[Items from a data source]
• • •

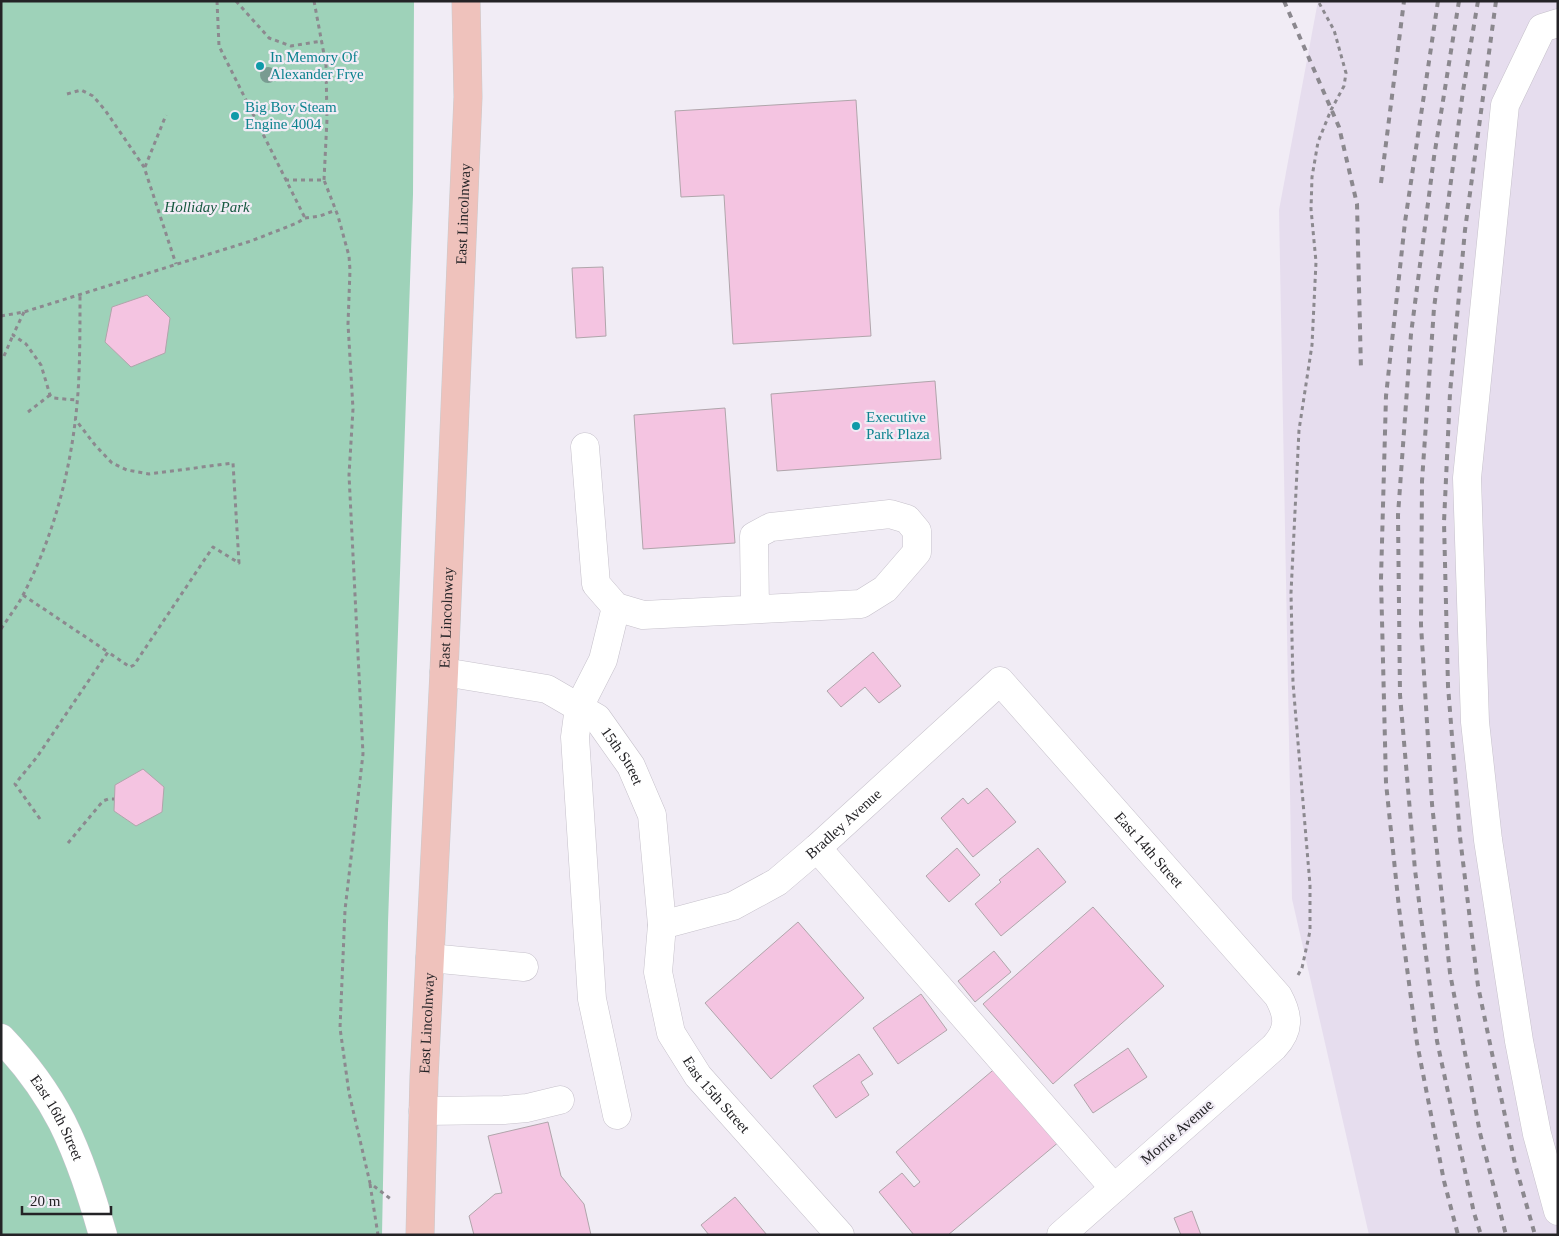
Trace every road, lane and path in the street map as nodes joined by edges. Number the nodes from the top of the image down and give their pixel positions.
1 (216, 1) edge
2 (236, 1) edge
3 (314, 1) edge
4 (466, 1) edge
5 (1318, 1) edge
6 (1558, 23) edge
7 (322, 41) junction
8 (66, 94) dead end
9 (166, 115) dead end
10 (144, 168) junction
11 (285, 180) junction
12 (324, 180) junction
13 (336, 210) junction
14 (305, 218) junction
15 (176, 264) junction
16 (80, 294) junction
17 (24, 312) junction
18 (1, 316) edge
19 (13, 335) junction
20 (4, 356) dead end
21 (50, 395) junction
22 (76, 400) junction
23 (28, 412) dead end
24 (75, 419) junction
25 (586, 447) dead end
26 (23, 595) junction
27 (616, 608) junction
28 (755, 609) junction
29 (1, 628) edge
30 (108, 652) junction
31 (444, 672) junction
32 (1000, 681) joint
33 (578, 708) junction
34 (114, 799) dead end
35 (40, 819) dead end
36 (68, 843) dead end
37 (817, 848) junction
38 (662, 925) junction
39 (430, 958) junction
40 (524, 967) dead end
41 (1284, 1014) junction
42 (1, 1038) edge
43 (560, 1100) dead end
44 (423, 1111) junction
45 (617, 1115) dead end
46 (370, 1183) junction
47 (1114, 1188) junction
48 (1558, 1210) edge
49 (421, 1228) edge
50 (103, 1235) edge
51 (378, 1235) edge
52 (840, 1235) edge
53 (1061, 1235) edge

1 - 11 path
2 - 7 path
3 - 7 path
4 - 31 main road, East Lincolnway
5 - 41 path
6 - 48 street
7 - 12 path
8 - 10 path
9 - 10 path
10 - 15 path
11 - 12 path
11 - 14 path
12 - 13 path
13 - 14 path
13 - 46 path
14 - 15 path
15 - 16 path
16 - 17 path
16 - 22 path
17 - 18 path
17 - 19 path
19 - 20 path
19 - 21 path
21 - 22 path
21 - 23 path
22 - 24 path
24 - 26 path
24 - 30 path
25 - 27 street
26 - 29 path
26 - 30 path
27 - 28 street
27 - 33 street
28 - 28 street
30 - 35 path
31 - 33 street, 15th Street
31 - 39 main road, East Lincolnway
32 - 37 street, Bradley Avenue
32 - 41 street, East 14th Street
33 - 38 street, 15th Street
33 - 45 street
34 - 36 path
37 - 38 street, Bradley Avenue
37 - 47 street
38 - 52 street, East 15th Street
39 - 40 street
39 - 44 main road, East Lincolnway
41 - 47 street, Morrie Avenue
42 - 50 street, East 16th Street
43 - 44 street
44 - 49 main road, East Lincolnway
46 - 49 path
46 - 51 path
47 - 53 street, Morrie Avenue

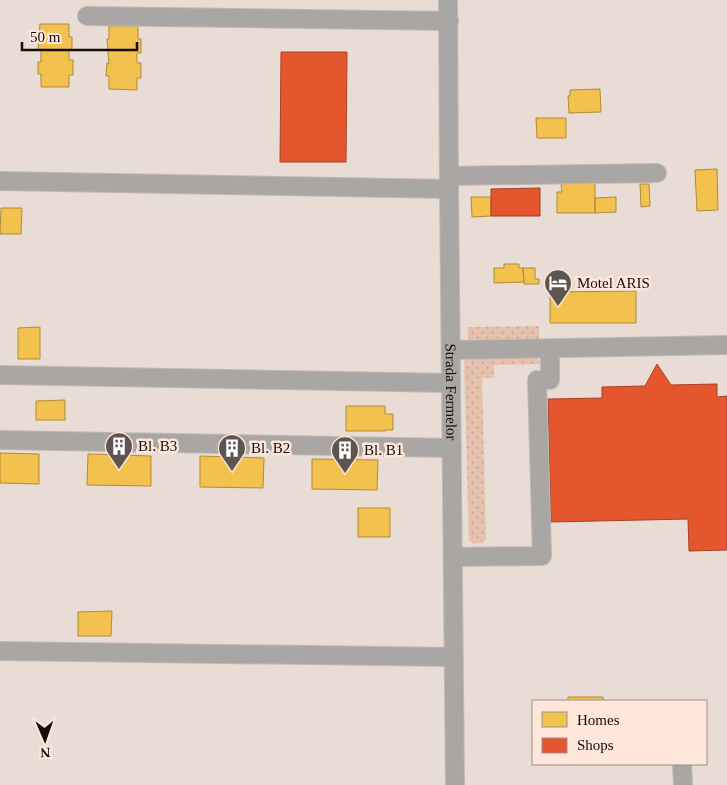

• • •

Excluding the images, return each record above precisely as written.

Trace every road, lane and path in the street map as nodes joined by edges. Number the nodes from the top of the image down and give their pixel positions.
1 (216, 1) edge
2 (236, 1) edge
3 (314, 1) edge
4 (466, 1) edge
5 (1318, 1) edge
6 (1558, 23) edge
7 (322, 41) junction
8 (66, 94) dead end
9 (166, 115) dead end
10 (144, 168) junction
11 (285, 180) junction
12 (324, 180) junction
13 (336, 210) junction
14 (305, 218) junction
15 (176, 264) junction
16 (80, 294) junction
17 (24, 312) junction
18 (1, 316) edge
19 (13, 335) junction
20 (4, 356) dead end
21 (50, 395) junction
22 (76, 400) junction
23 (28, 412) dead end
24 (75, 419) junction
25 (586, 447) dead end
26 (23, 595) junction
27 (616, 608) junction
28 (755, 609) junction
29 (1, 628) edge
30 (108, 652) junction
31 (444, 672) junction
32 (1000, 681) joint
33 (578, 708) junction
34 (114, 799) dead end
35 (40, 819) dead end
36 (68, 843) dead end
37 (817, 848) junction
38 (662, 925) junction
39 (430, 958) junction
40 (524, 967) dead end
41 (1284, 1014) junction
42 (1, 1038) edge
43 (560, 1100) dead end
44 (423, 1111) junction
45 (617, 1115) dead end
46 (370, 1183) junction
47 (1114, 1188) junction
48 (1558, 1210) edge
49 (421, 1228) edge
50 (103, 1235) edge
51 (378, 1235) edge
52 (840, 1235) edge
53 (1061, 1235) edge

1 - 11 path
2 - 7 path
3 - 7 path
4 - 31 main road, East Lincolnway
5 - 41 path
6 - 48 street
7 - 12 path
8 - 10 path
9 - 10 path
10 - 15 path
11 - 12 path
11 - 14 path
12 - 13 path
13 - 14 path
13 - 46 path
14 - 15 path
15 - 16 path
16 - 17 path
16 - 22 path
17 - 18 path
17 - 19 path
19 - 20 path
19 - 21 path
21 - 22 path
21 - 23 path
22 - 24 path
24 - 26 path
24 - 30 path
25 - 27 street
26 - 29 path
26 - 30 path
27 - 28 street
27 - 33 street
28 - 28 street
30 - 35 path
31 - 33 street, 15th Street
31 - 39 main road, East Lincolnway
32 - 37 street, Bradley Avenue
32 - 41 street, East 14th Street
33 - 38 street, 15th Street
33 - 45 street
34 - 36 path
37 - 38 street, Bradley Avenue
37 - 47 street
38 - 52 street, East 15th Street
39 - 40 street
39 - 44 main road, East Lincolnway
41 - 47 street, Morrie Avenue
42 - 50 street, East 16th Street
43 - 44 street
44 - 49 main road, East Lincolnway
46 - 49 path
46 - 51 path
47 - 53 street, Morrie Avenue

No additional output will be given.